Yesterday, I intentionally rode alone, because I couldn’t think of a single person who rides anywhere near as slowly as I do. And also because I didn’t want people to see how tightly my jerseys fit. I’m thinking of giving Twin Six a call and having them send me some bigger jerseys. You know, just ’til I lose a few pounds.
How I Will Get Into Extraordinary Shape In One Week
Am I the first person who has ever dawdled away the weeks and months when he should be training, only to find — with a week to go — that he is woefully unprepared for the event?
However, I have a plan that will help me still turn in a spectacular performance at the 2008 RAWOD. I will detail it here, so that you can adapt it for your own purposes.
- Train Like a Banshee.
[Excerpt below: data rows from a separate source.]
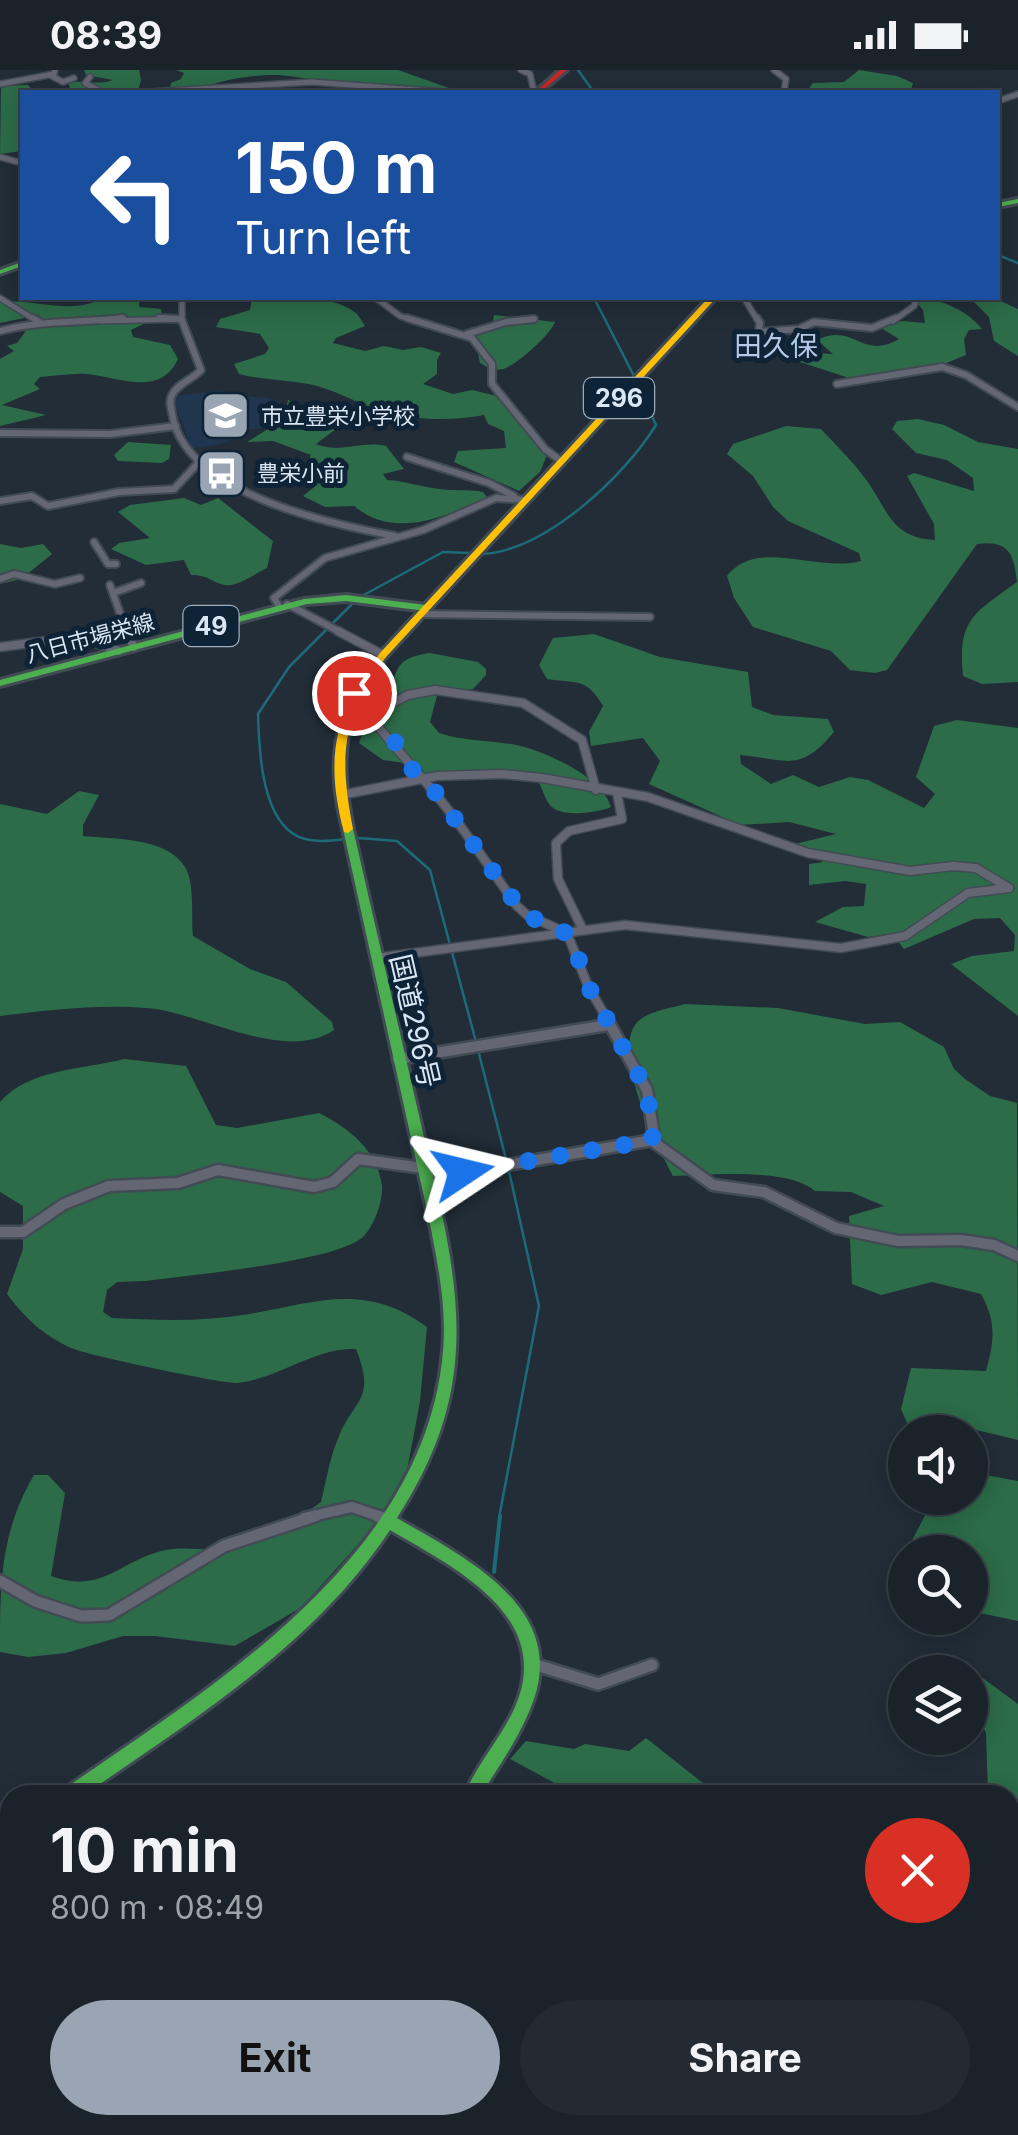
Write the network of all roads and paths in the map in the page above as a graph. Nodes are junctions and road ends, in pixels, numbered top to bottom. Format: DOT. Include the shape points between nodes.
graph roads {
  1 [pos="522,70"];
  2 [pos="564,70"];
  3 [pos="774,70"];
  4 [pos="52,73"];
  5 [pos="90,77"];
  6 [pos="74,78"];
  7 [pos="0,84"];
  8 [pos="100,90"];
  9 [pos="180,90"];
  10 [pos="392,90"];
  11 [pos="535,90"];
  12 [pos="539,90"];
  13 [pos="784,90"];
  14 [pos="0,298"];
  15 [pos="182,300"];
  16 [pos="379,300"];
  17 [pos="710,300"];
  18 [pos="746,300"];
  19 [pos="916,300"];
  20 [pos="182,319"];
  21 [pos="534,319"];
  22 [pos="38,321"];
  23 [pos="0,330"];
  24 [pos="759,332"];
  25 [pos="467,334"];
  26 [pos="757,343"];
  27 [pos="837,384"];
  28 [pos="1018,407"];
  29 [pos="176,426"];
  30 [pos="0,433"];
  31 [pos="406,457"];
  32 [pos="199,462"];
  33 [pos="562,462"];
  34 [pos="520,499"];
  35 [pos="0,500"];
  36 [pos="395,536"];
  37 [pos="94,542"];
  38 [pos="116,564"];
  39 [pos="0,578"];
  40 [pos="80,578"];
  41 [pos="141,583"];
  42 [pos="112,589"];
  43 [pos="283,605"];
  44 [pos="423,611"];
  45 [pos="650,617"];
  46 [pos="125,631"];
  47 [pos="77,638"];
  48 [pos="134,646"];
  49 [pos="0,648"];
  50 [pos="119,651"];
  51 [pos="383,655"];
  52 [pos="0,683"];
  53 [pos="354,693"];
  54 [pos="370,715"];
  55 [pos="419,778"];
  56 [pos="596,790"];
  57 [pos="616,793"];
  58 [pos="340,795"];
  59 [pos="583,930"];
  60 [pos="566,933"];
  61 [pos="376,958"];
  62 [pos="608,1025"];
  63 [pos="398,1059"];
  64 [pos="653,1140"];
  65 [pos="424,1174"];
  66 [pos="2,1237"];
  67 [pos="1018,1256"];
  68 [pos="389,1521"];
  69 [pos="0,1581"];
  70 [pos="533,1664"];
  71 [pos="652,1665"];
  72 [pos="84,1785"];
  73 [pos="478,1785"];
  1 -- 11 [label="street"];
  2 -- 12 [label="main road"];
  3 -- 13 [label="street" via="786,80"];
  4 -- 6 [label="street" via="63,82"];
  4 -- 7 [label="street"];
  5 -- 8 [label="street" via="85,83"];
  9 -- 10 [label="street" via="302,82"];
  14 -- 22 [label="street"];
  15 -- 20 [label="street"];
  16 -- 25 [label="street" via="400,316"];
  17 -- 33 [label="main road, 国道296号 / 296"];
  18 -- 24 [label="street"];
  19 -- 24 [label="street" via="884,325 814,322"];
  20 -- 22 [label="street"];
  20 -- 29 [label="street" via="201,370 171,397"];
  21 -- 25 [label="street"];
  22 -- 23 [label="street"];
  24 -- 26 [label="street"];
  25 -- 33 [label="street" via="492,364 492,384"];
  27 -- 28 [label="street" via="869,384 910,369 955,370"];
  29 -- 30 [label="street" via="74,437"];
  29 -- 32 [label="street"];
  31 -- 34 [label="street" via="486,481"];
  32 -- 35 [label="street" via="174,489 48,506 32,496"];
  32 -- 36 [label="street" via="292,511"];
  33 -- 34 [label="main road, 国道296号 / 296"];
  34 -- 36 [label="street" via="496,498"];
  34 -- 44 [label="main road, 国道296号 / 296"];
  36 -- 43 [label="street" via="320,561 274,598"];
  37 -- 38 [label="street" via="108,564"];
  39 -- 40 [label="street" via="14,574 54,584"];
  41 -- 42 [label="street"];
  42 -- 46 [label="street"];
  43 -- 44 [label="main road, 八日市場栄線 / 49" via="346,598"];
  43 -- 48 [label="main road, 八日市場栄線 / 49"];
  43 -- 51 [label="street"];
  44 -- 45 [label="street"];
  44 -- 51 [label="main road, 国道296号 / 296"];
  46 -- 47 [label="street"];
  46 -- 48 [label="street"];
  47 -- 49 [label="street"];
  47 -- 50 [label="street"];
  48 -- 50 [label="main road, 八日市場栄線 / 49"];
  50 -- 52 [label="main road, 八日市場栄線 / 49"];
  51 -- 53 [label="main road, 国道296号 / 296"];
  53 -- 54 [label="street"];
  53 -- 58 [label="main road, 国道296号 / 296" via="336,746"];
  54 -- 55 [label="street"];
  54 -- 56 [label="street" via="426,690 523,704 582,740"];
  55 -- 56 [label="street" via="502,774"];
  55 -- 58 [label="street"];
  55 -- 60 [label="street" via="526,915"];
  56 -- 57 [label="street"];
  57 -- 59 [label="street" via="622,819 569,831 556,842 557,881"];
  57 -- 59 [label="street" via="686,809 796,850 910,871 976,868 1009,888 968,893 905,936 841,948 653,926"];
  58 -- 61 [label="main road, 国道296号 / 296"];
  59 -- 60 [label="street"];
  60 -- 61 [label="street"];
  60 -- 62 [label="street"];
  61 -- 63 [label="main road, 国道296号 / 296"];
  62 -- 63 [label="street"];
  62 -- 64 [label="street" via="647,1090"];
  63 -- 65 [label="main road, 国道296号 / 296"];
  64 -- 65 [label="street"];
  64 -- 67 [label="street" via="713,1185 764,1192 836,1228 898,1241 994,1245"];
  65 -- 66 [label="street" via="358,1158 333,1182 314,1187 218,1170 178,1183 119,1184"];
  65 -- 68 [label="main road, 国道296号 / 296" via="446,1283 449,1368 436,1421"];
  68 -- 69 [label="street" via="352,1507 293,1521 224,1546 109,1616 81,1616 34,1601"];
  68 -- 70 [label="main road" via="506,1598 529,1637"];
  68 -- 72 [label="main road, 国道296号 / 296" via="294,1632"];
  70 -- 71 [label="street" via="598,1684"];
  70 -- 73 [label="main road" via="524,1701"];
}
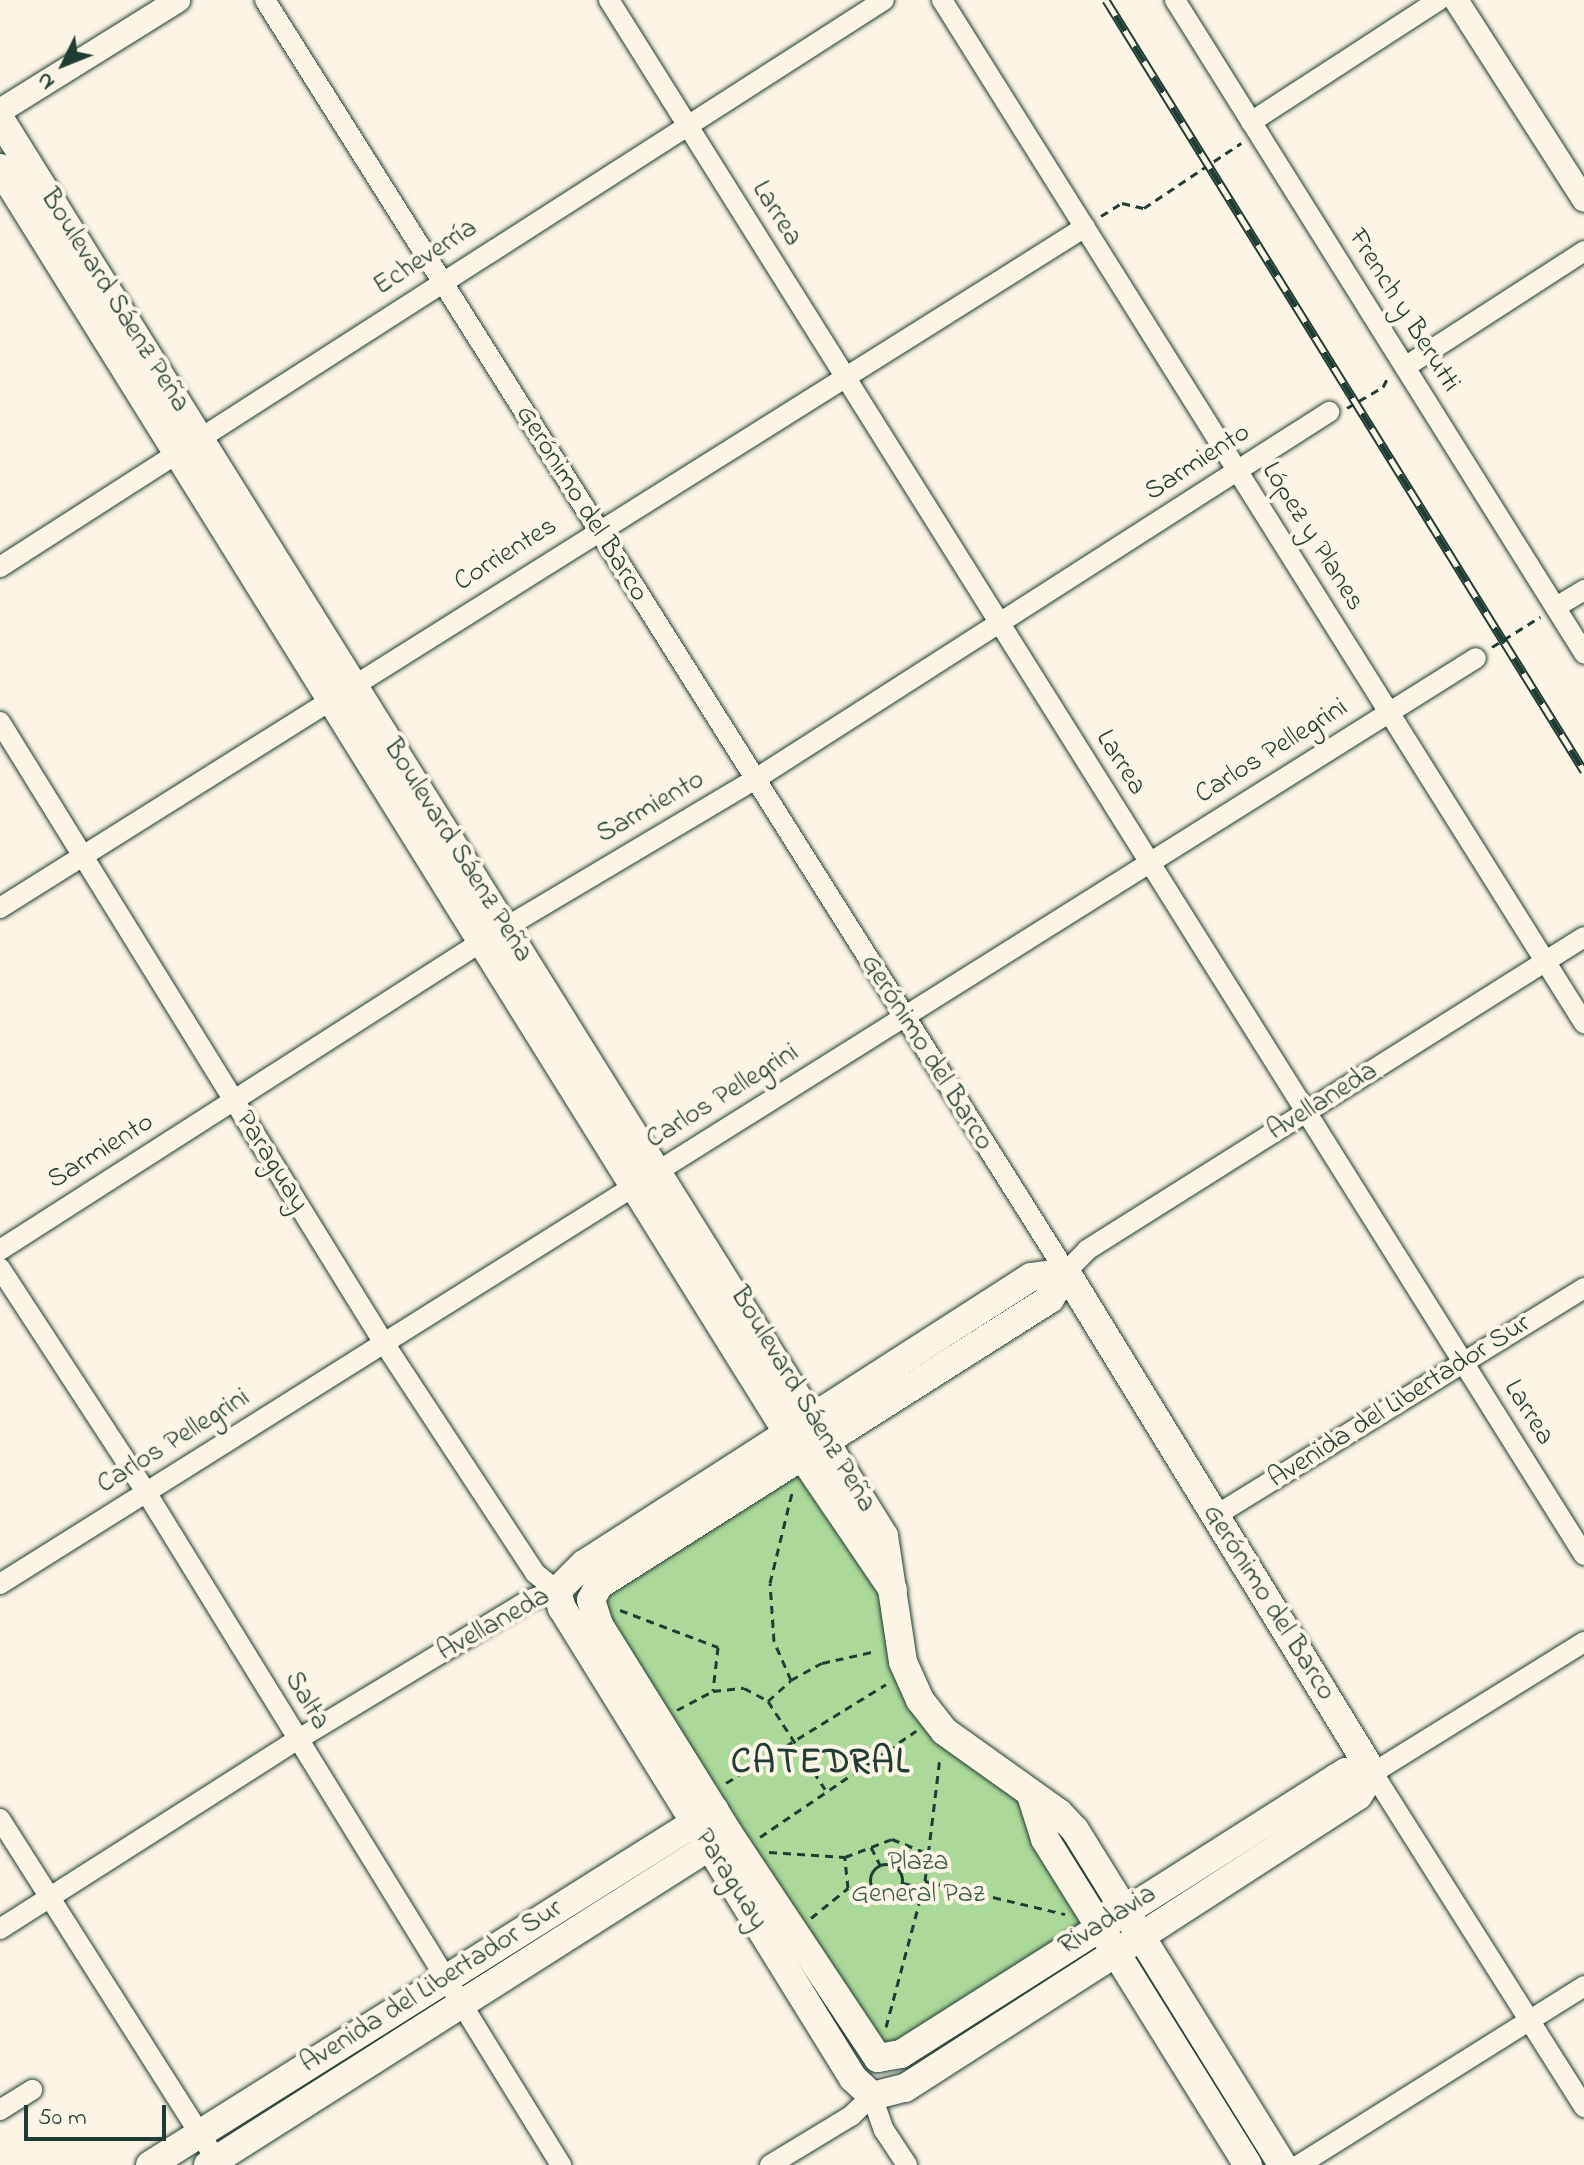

For the next week, I will train myself to and beyond my limits. I will ride hard every single day, and will do everything I can to get in at least five hours on the road each day. Some people might think that all I will accomplish by pushing this hard so close to a ride is ensuring my utter exhaustion before the ride even begins. To these people, I reply: “Pshaw.” Have they never heard the axiom “Better late than never?” And is it not indeed late? So is it not self-evident that it is better for me to train now than not at all? My logic is irrefutable, I think you will agree.
- Starve Myself. I have proven in times past that if I really set my mind to it, I can lose up to seven pounds in a week. In this case, I intend to lose weight by eating nothing but laxatives for the entire week. Thus will I arrive at the beginning of RAWROD hungry, weak, dehydrated, and probably quite light-headed. I would therefore like to ask my fellow riders, in advance, to please have the consideration to call Lifeflight when they see me passed out on the side of the trail, or — worse — gnawing on a cactus.
- Wear Tight Bib Shorts. I shall wear one of the most constricting pair of bib shorts I can find. This will serve two important purposes. First, it will hide — or at least reduce — my enormous stomach. Second, it will make it almost impossible for me to breathe. Hence, I again implore my fellow riders to take necessary action if they find me blue in the face, clawing feebly at my bibs…the instrument of my demise.
- Adjust Expectations. I plan to find ways to tell everyone I know my sad, sad story, hopefully conveying an impression of nobility and self-sacrifice, when the reality is that I am nothing but a lazy slob who’s been unwilling to ride except in perfect weather. With any luck, people will take pity on me and drop twenty minutes from my finish time.
- Cajole Myself. I have mastered a little-known technique in endurance cycling that always produces terrific results. I call it the “Internal monologue of disappointment.” Whenever I approach a difficult climb or feel tired, or otherwise fall short of the kind of cyclist I wish I were, I simply talk to myself. My favorite phrase is, “Please, just this once, can’t you be strong? Can’t you push yourself past your comfort level and give yourself something to be proud of?” I should probably point out that I do not like my interior voice very much.
Oh, and one other thing: I will also eat lots of avocado sandwiches. Those things are delicious!